19 marzo, 2013

¿Un Papa reformista?



¿Un Papa reformista?
Sus críticas más interesantes contra el kirchnerismo no fueron las que se están recordando en la prensa mundial, por ejemplo en relación con el matrimonio gay, al que se opuso en su momento con claridad, sino las que se referían al abuso de poder, el enriquecimiento fácil, la corrupción y la estridencia prepotente.

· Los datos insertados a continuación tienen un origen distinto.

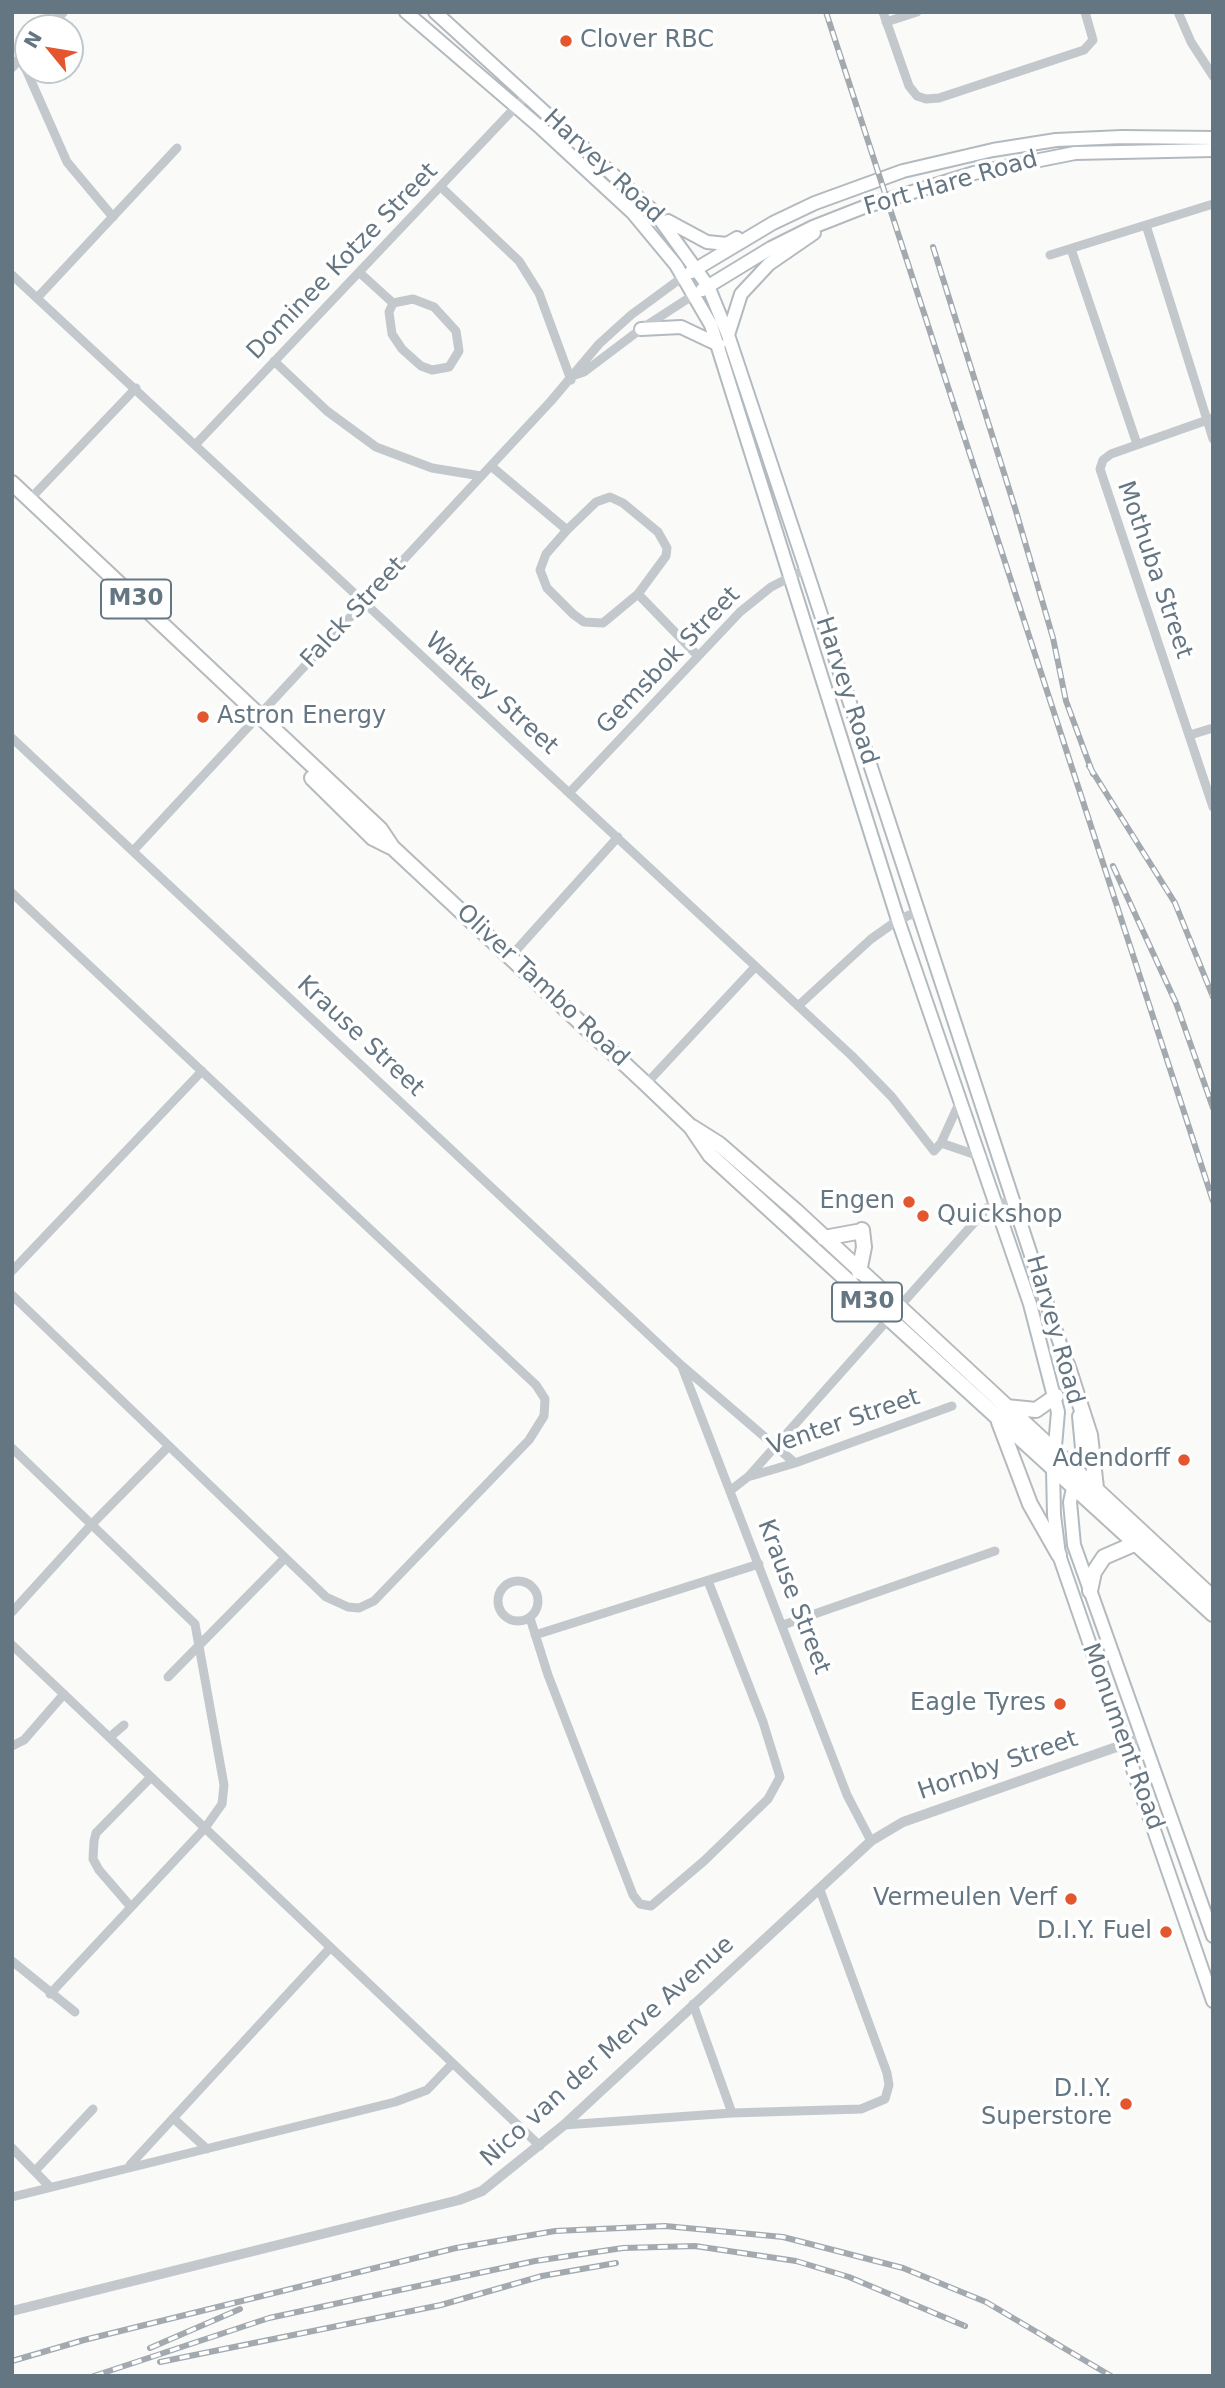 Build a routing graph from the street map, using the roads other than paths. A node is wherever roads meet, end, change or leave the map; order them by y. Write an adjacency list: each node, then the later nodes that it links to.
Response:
1 (406, 12): 11 (main road, Harvey Road)
2 (435, 12): 10 (main road, Harvey Road)
3 (883, 12): 7 (street)
4 (918, 12): 7 (street)
5 (1085, 12): 7 (street)
6 (1178, 12): 8 (street)
7 (886, 22)
8 (1213, 76)
9 (36, 84): 20 (street)
10 (526, 96): 11 (street, Dominee Kotze Street); 18 (main road, Harvey Road)
11 (517, 107): 15 (street, Dominee Kotze Street); 27 (main road, Harvey Road)
12 (1213, 138): 16 (main road, Fort Hare Road)
13 (177, 148): 20 (street)
14 (1213, 150): 19 (main road, Fort Hare Road)
15 (441, 187): 25 (street, Dominee Kotze Street); 35 (street)
16 (815, 203): 18 (main road); 24 (main road, Fort Hare Road)
17 (1213, 204): 21 (street)
18 (656, 214): 24 (main road, Harvey Road)
19 (844, 214): 28 (main road, Fort Hare Road); 33 (main road)
20 (113, 217): 30 (street)
21 (1146, 225): 22 (street); 37 (street)
22 (1071, 248): 23 (street); 40 (street)
23 (1050, 256)
24 (696, 268): 27 (main road, Falck Street); 28 (main road, Harvey Road)
25 (360, 273): 31 (street); 34 (street, Dominee Kotze Street)
26 (12, 275): 30 (street, Watkey Street)
27 (684, 276): 29 (main road, Harvey Road); 35 (street, Falck Street)
28 (708, 286): 29 (main road, Falck Street); 33 (main road, Harvey Road)
29 (695, 294): 32 (street, Falck Street); 33 (main road, Harvey Road)
30 (37, 298): 36 (street, Watkey Street)
31 (393, 303): 31 (street)
32 (641, 329): 33 (main road); 35 (street, Falck Street)
33 (723, 340): 47 (main road, Harvey Road); 48 (main road, Harvey Road)
34 (274, 361): 39 (street, Dominee Kotze Street); 42 (street)
35 (573, 377): 41 (street, Falck Street)
36 (136, 388): 39 (street, Watkey Street); 45 (street)
37 (1210, 419): 38 (street); 40 (street)
38 (1213, 439)
39 (196, 444): 50 (street, Watkey Street)
40 (1138, 444): 54 (street, Mothuba Street)
41 (491, 466): 42 (street, Falck Street); 46 (street)
42 (481, 476): 50 (street, Falck Street)
43 (12, 483): 45 (main road, M30)
44 (12, 496): 52 (main road, M30)
45 (30, 499): 52 (main road, M30)
46 (567, 530): 49 (street); 49 (street)
47 (806, 569): 48 (street, Gemsbok Street); 61 (main road, Harvey Road)
48 (789, 577): 51 (street, Gemsbok Street); 62 (main road, Harvey Road)
49 (638, 594): 51 (street)
50 (363, 603): 52 (street, Falck Street); 56 (street, Watkey Street)
51 (698, 656): 56 (street, Gemsbok Street)
52 (256, 718): 59 (street, Falck Street); 63 (main road, Oliver Tambo Road / M30)
53 (1213, 728): 54 (street)
54 (1190, 735): 57 (street, Mothuba Street)
55 (12, 738): 59 (street, Krause Street)
56 (570, 792): 58 (street, Watkey Street)
57 (1213, 807)
58 (618, 837): 63 (street); 64 (street, Watkey Street)
59 (133, 851): 83 (street, Krause Street)
60 (12, 893): 66 (street)
61 (919, 911): 62 (street); 72 (main road, Harvey Road)
62 (898, 919): 65 (street); 68 (main road, Harvey Road)
63 (511, 956): 67 (main road, Oliver Tambo Road / M30)
64 (755, 967): 65 (street, Watkey Street); 67 (street)
65 (798, 1006): 70 (street, Watkey Street)
66 (202, 1071): 75 (street); 102 (street)
67 (646, 1084): 69 (main road, Oliver Tambo Road / M30)
68 (961, 1098): 70 (street); 71 (main road, Harvey Road)
69 (691, 1127): 74 (main road, Oliver Tambo Road / M30); 81 (main road, Oliver Tambo Road / M30)
70 (941, 1143): 71 (street)
71 (982, 1157): 73 (main road, Harvey Road)
72 (1015, 1202): 73 (street); 78 (main road, Harvey Road)
73 (997, 1203): 79 (main road, Harvey Road); 80 (street)
74 (824, 1238): 76 (main road, Oliver Tambo Road / M30); 76 (main road)
75 (12, 1271)
76 (859, 1272): 80 (main road, Oliver Tambo Road / M30)
77 (12, 1295): 87 (street)
78 (1046, 1299): 79 (main road); 82 (main road, Harvey Road)
79 (1030, 1304): 84 (main road, Harvey Road)
80 (898, 1309): 81 (street); 86 (main road, Oliver Tambo Road / M30)
81 (888, 1320): 86 (main road, Oliver Tambo Road / M30); 88 (street)
82 (1067, 1364): 93 (main road, Harvey Road); 96 (main road)
83 (681, 1365): 88 (street, Krause Street); 97 (street, Krause Street)
84 (1056, 1396): 86 (main road); 90 (main road, Harvey Road)
85 (952, 1406): 91 (street, Venter Street)
86 (1001, 1413): 90 (main road, Oliver Tambo Road / M30); 92 (main road, Oliver Tambo Road / M30); 101 (main road)
87 (169, 1446): 98 (street); 102 (street)
88 (774, 1446): 91 (street, Krause Street); 94 (street)
89 (12, 1448): 98 (street)
90 (1056, 1452): 92 (main road, Harvey Road); 93 (main road, Oliver Tambo Road / M30)
91 (795, 1463): 94 (street, Venter Street)
92 (1053, 1469): 95 (main road, Oliver Tambo Road / M30); 101 (main road, Monument Road)
93 (1077, 1470): 95 (main road, Harvey Road); 96 (main road, Oliver Tambo Road / M30)
94 (749, 1476): 97 (street)
95 (1073, 1488): 99 (main road, Oliver Tambo Road / M30); 105 (main road, Monument Road)
96 (1096, 1488): 106 (main road, Oliver Tambo Road / M30)
97 (731, 1490): 103 (street, Krause Street)
98 (92, 1524): 107 (street); 112 (street)
99 (1134, 1544): 105 (main road); 108 (main road, Oliver Tambo Road / M30)
100 (995, 1551): 110 (street)
101 (1059, 1555): 119 (main road, Monument Road)
102 (285, 1558): 112 (street)
103 (759, 1564): 104 (street); 110 (street, Krause Street)
104 (708, 1581): 111 (street); 111 (street)
105 (1090, 1591): 118 (main road, Monument Road)
106 (1213, 1598)
107 (12, 1612)
108 (1213, 1615)
109 (530, 1618): 109 (street); 111 (street)
110 (783, 1625): 123 (street, Krause Street)
111 (535, 1635)
112 (201, 1641): 114 (street); 122 (street)
113 (12, 1645): 115 (street)
114 (168, 1677)
115 (65, 1694): 117 (street); 120 (street)
116 (124, 1725): 117 (street)
117 (110, 1737): 121 (street)
118 (1142, 1738): 119 (street, Hornby Street); 126 (main road, Monument Road)
119 (1126, 1744): 123 (street, Hornby Street); 130 (main road, Monument Road)
120 (12, 1746)
121 (151, 1777): 122 (street); 125 (street)
122 (205, 1828): 125 (street); 127 (street)
123 (871, 1842): 124 (street, Nico van der Merve Avenue)
124 (820, 1890): 131 (street, Nico van der Merve Avenue); 135 (street)
125 (131, 1908): 129 (street)
126 (1213, 1936)
127 (330, 1948): 133 (street); 136 (street)
128 (12, 1961): 129 (street)
129 (50, 1994): 132 (street)
130 (1213, 2001)
131 (694, 2004): 135 (street); 137 (street, Nico van der Merve Avenue)
132 (75, 2012)
133 (452, 2064): 138 (street); 140 (street)
134 (93, 2109): 142 (street)
135 (732, 2113): 137 (street)
136 (173, 2118): 140 (street); 141 (street)
137 (564, 2125): 138 (street, Nico van der Merve Avenue)
138 (540, 2146): 145 (street, Nico van der Merve Avenue)
139 (12, 2148): 142 (street)
140 (207, 2149): 141 (street)
141 (129, 2166): 143 (street)
142 (35, 2171): 143 (street)
143 (50, 2187): 144 (street)
144 (12, 2197)
145 (12, 2311)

Me decía un amigo que el miércoles pasado, al saberse que Jorge Mario Bergoglio era el nuevo Papa, alguien que había leído distintos resúmenes biográficos preguntaba insistentemente en las redes sociales: “Total, ¿es de izquierda o de derecha?”
No resulta nada incoherente que un jesuita escape a los moldes estrechos de una definición ideológica y desconcierte por sus aparentes contradicciones: por algo los jesuitas, quizá la orden mejor formada intelectualmente, se han ganado fama universal de espíritus disimulados. Además, ha habido en América Latina jesuitas a los que se percibía como de izquierda y jesuitas a los que se veía como parte del “establishment”de la derecha (además de la compleja historia que une a la orden con el continente). Pero lo cierto es que hay elementos para todos los gustos que apuntan, en el Papa Francisco, a una personalidad y una historia más ricas e interesantes de lo que la rápida información periodística ha sugerido en estos días con respecto al ex arzobispo de Buenos Aires.
Las denuncias constantes por parte de Bergoglio contra el kirchnerismo, a las que el gobierno argentino respondió con dureza y la izquierda peronista con ferocidad a lo largo de años, parecerían situarlo en la derecha política. Pero su discurso contra el poder, el dinero y el privilegio en la Argentina de los Kirchner tenían un aire más bien a hombre de izquierda: hubieran podido ser pronunciadas, verbatim, por dirigentes del PT brasileño, por ejemplo. Su oposición al matrimonio gay sancionado por el gobierno federal tras la ley del Congreso lo sitúan en el conservadurismo. Pero su respaldo a las uniones civiles decretadas por el intendente de Buenos Aires, Mauricio Macri, algo que Morales Solá recordaba en “la Nación” esta semana, lo colocan del otro lado: fue implacablemente atacado por la derecha católica por eso mismo.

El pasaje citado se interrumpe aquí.